To Althusser, the propositions which have explanatory value at the level of ontology and cosmology also have value at the level of political philosophy. After first citing Rousseau and Hobbes as example of philosophers who recognized that the origin and continued existence of political orders is contingent, Althusser turns to Machiavelli and Marx for his principle examples of how aleatory materialism functions in the political realm. The anti-teleological, scientistic, and anti-humanist, Marxist philosophy developed by Althusser over the course of his career works well with the materialist metaphysics recounted above. In this understanding of Marxist philosophy, societies and subjects are seen as patterns of activity that behave in predictable ways. Though scientists may study and describe these orders in their specificity, it does not at first appear that philosophy can do much except to categorize these interactions at the most general level. However, citing Marx’s work again and taking inspiration from Machiavelli’s project of installing “a new prince in a new principality,” Althusser argues that the materialist philosopher may accomplish somewhat more than this with her descriptions, critiques, and predictions.
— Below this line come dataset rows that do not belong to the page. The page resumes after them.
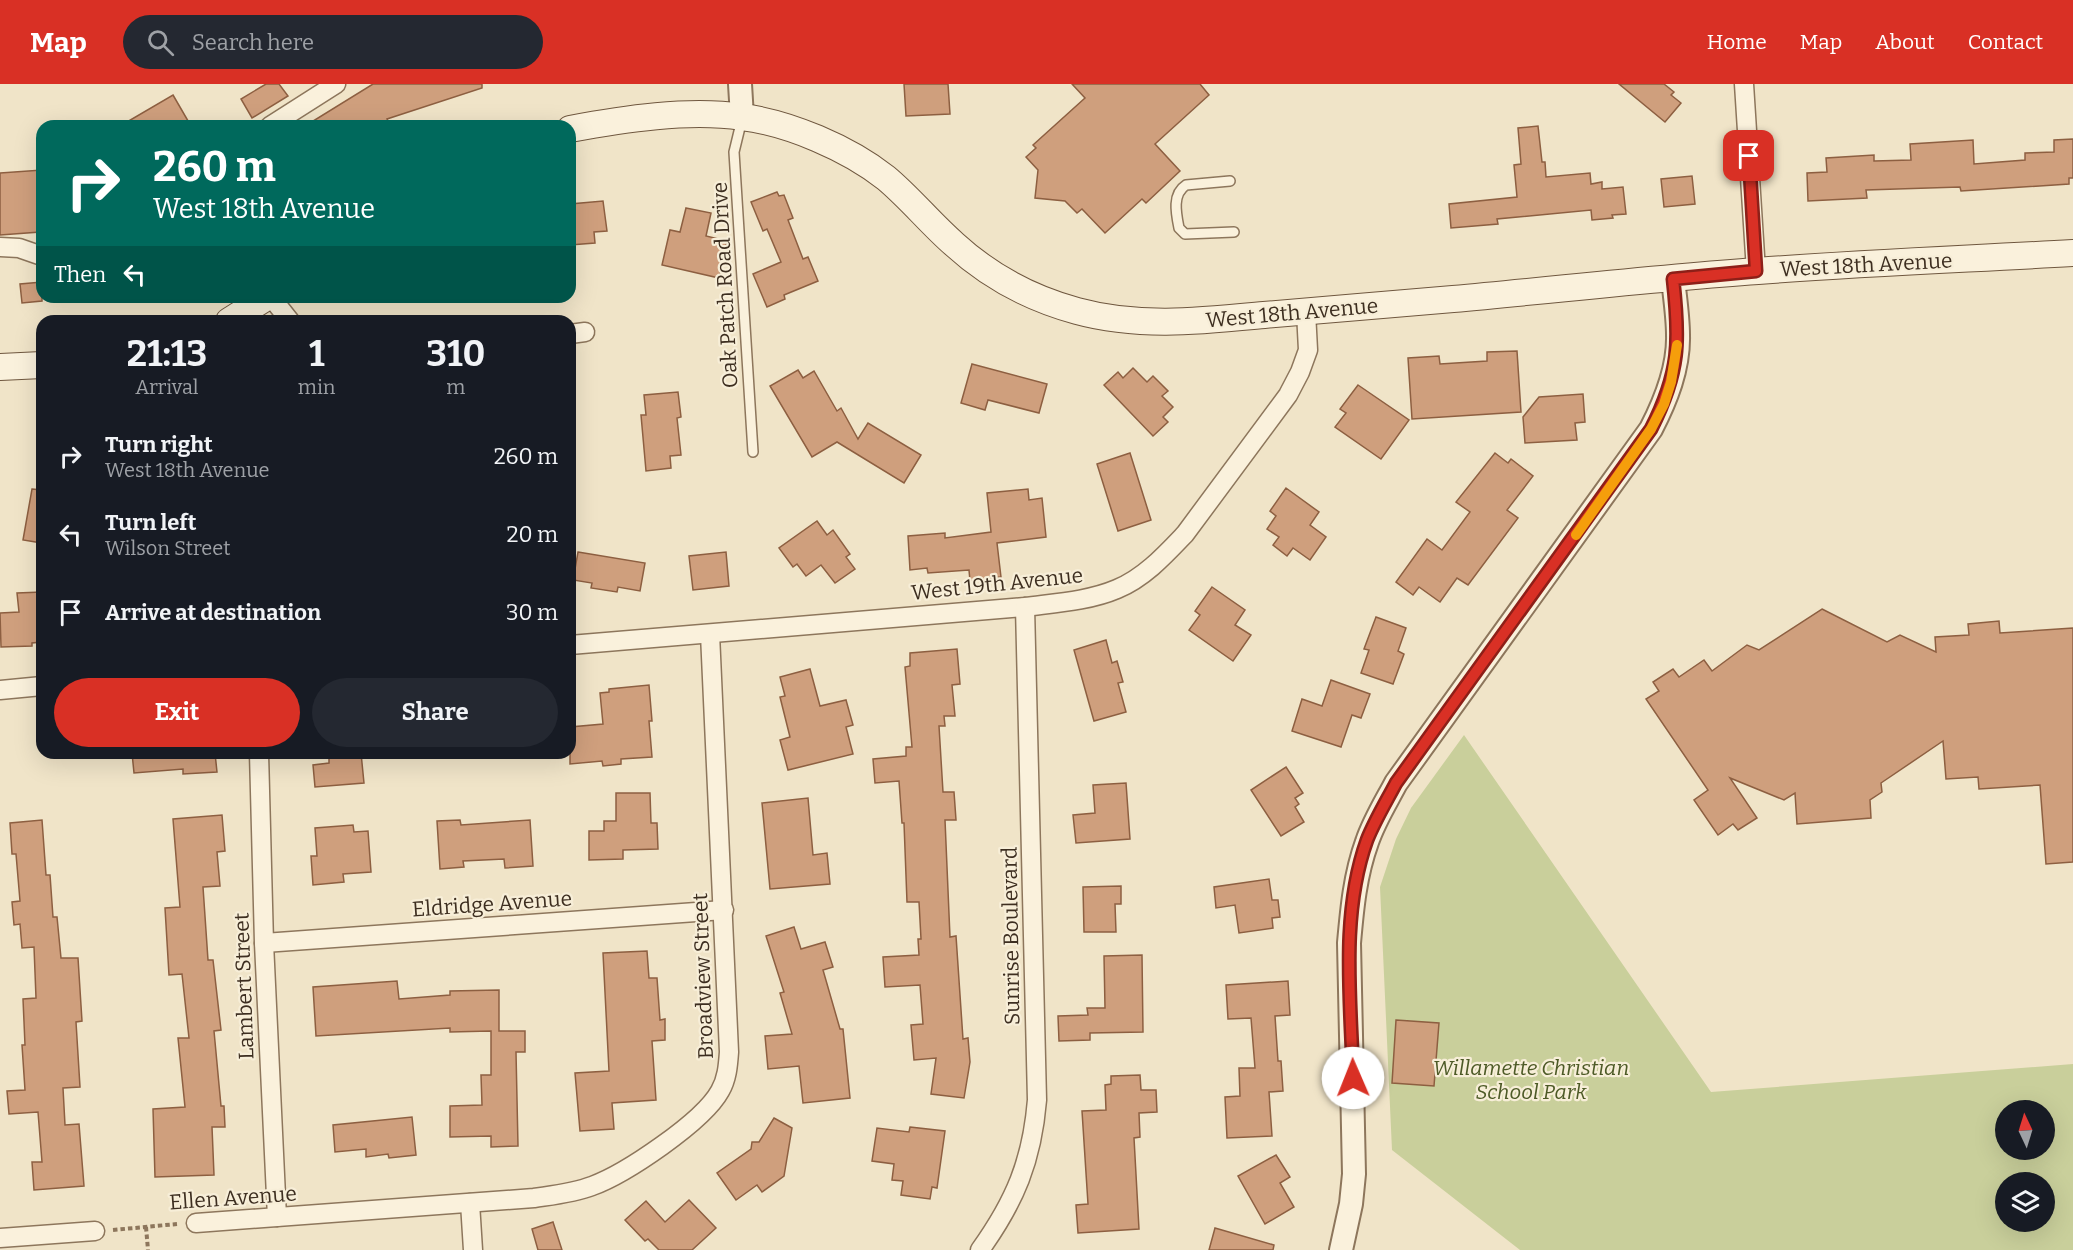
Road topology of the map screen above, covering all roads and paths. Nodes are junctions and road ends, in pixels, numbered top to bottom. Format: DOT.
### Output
graph roads {
  1 [pos="336,84"];
  2 [pos="741,84"];
  3 [pos="1744,84"];
  4 [pos="742,117"];
  5 [pos="279,120"];
  6 [pos="576,128"];
  7 [pos="1230,181"];
  8 [pos="1234,232"];
  9 [pos="0,247"];
  10 [pos="2073,253"];
  11 [pos="36,254"];
  12 [pos="1756,271"];
  13 [pos="1673,279"];
  14 [pos="259,303"];
  15 [pos="274,303"];
  16 [pos="1306,312"];
  17 [pos="239,315"];
  18 [pos="285,315"];
  19 [pos="36,365"];
  20 [pos="0,367"];
  21 [pos="753,452"];
  22 [pos="1025,607"];
  23 [pos="710,634"];
  24 [pos="576,645"];
  25 [pos="36,687"];
  26 [pos="0,690"];
  27 [pos="259,759"];
  28 [pos="724,910"];
  29 [pos="264,943"];
  30 [pos="470,1203"];
  31 [pos="277,1217"];
  32 [pos="196,1223"];
  33 [pos="146,1227"];
  34 [pos="95,1231"];
  35 [pos="0,1238"];
  36 [pos="148,1250"];
  37 [pos="473,1250"];
  38 [pos="980,1250"];
  39 [pos="1341,1250"];
  1 -- 5 [label="street"];
  2 -- 4 [label="street"];
  3 -- 12 [label="street"];
  4 -- 6 [label="main road, West 18th Avenue"];
  4 -- 16 [label="main road, West 18th Avenue"];
  4 -- 21 [label="lane, Oak Patch Road Drive"];
  7 -- 8 [label="lane"];
  9 -- 11 [label="street"];
  10 -- 12 [label="main road, West 18th Avenue"];
  12 -- 13 [label="main road, West 18th Avenue"];
  13 -- 16 [label="main road, West 18th Avenue"];
  13 -- 39 [label="street"];
  14 -- 17 [label="main road"];
  15 -- 18 [label="street"];
  16 -- 22 [label="street, West 19th Avenue"];
  19 -- 20 [label="main road"];
  22 -- 23 [label="street, West 19th Avenue"];
  22 -- 38 [label="street, Sunrise Boulevard"];
  23 -- 24 [label="street, West 19th Avenue"];
  23 -- 28 [label="street, Broadview Street"];
  25 -- 26 [label="street"];
  27 -- 29 [label="street, Lambert Street"];
  28 -- 29 [label="street, Eldridge Avenue"];
  28 -- 30 [label="street, Broadview Street"];
  29 -- 31 [label="street, Lambert Street"];
  30 -- 31 [label="street, Ellen Avenue"];
  30 -- 37 [label="street"];
  31 -- 32 [label="street, Ellen Avenue"];
  32 -- 33 [label="path, Ellen Avenue"];
  33 -- 34 [label="path, Ellen Avenue"];
  33 -- 36 [label="path"];
  34 -- 35 [label="street"];
}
This is because, by examining a political order not from the perspective of its necessity but with an awareness of its contingency, this philosopher may be able think the possibility of its transformation. If chance smiles on her, if someone listens and if effects occur, then elements might recombine and a new political might take hold. This is, to be sure, a very limited and unpredictable power attributed to the philosopher. However, it is also the only one that Althusser in his late works argues is adequate for political practice and that does not, like idealism, merely serve to reproduce existing relations.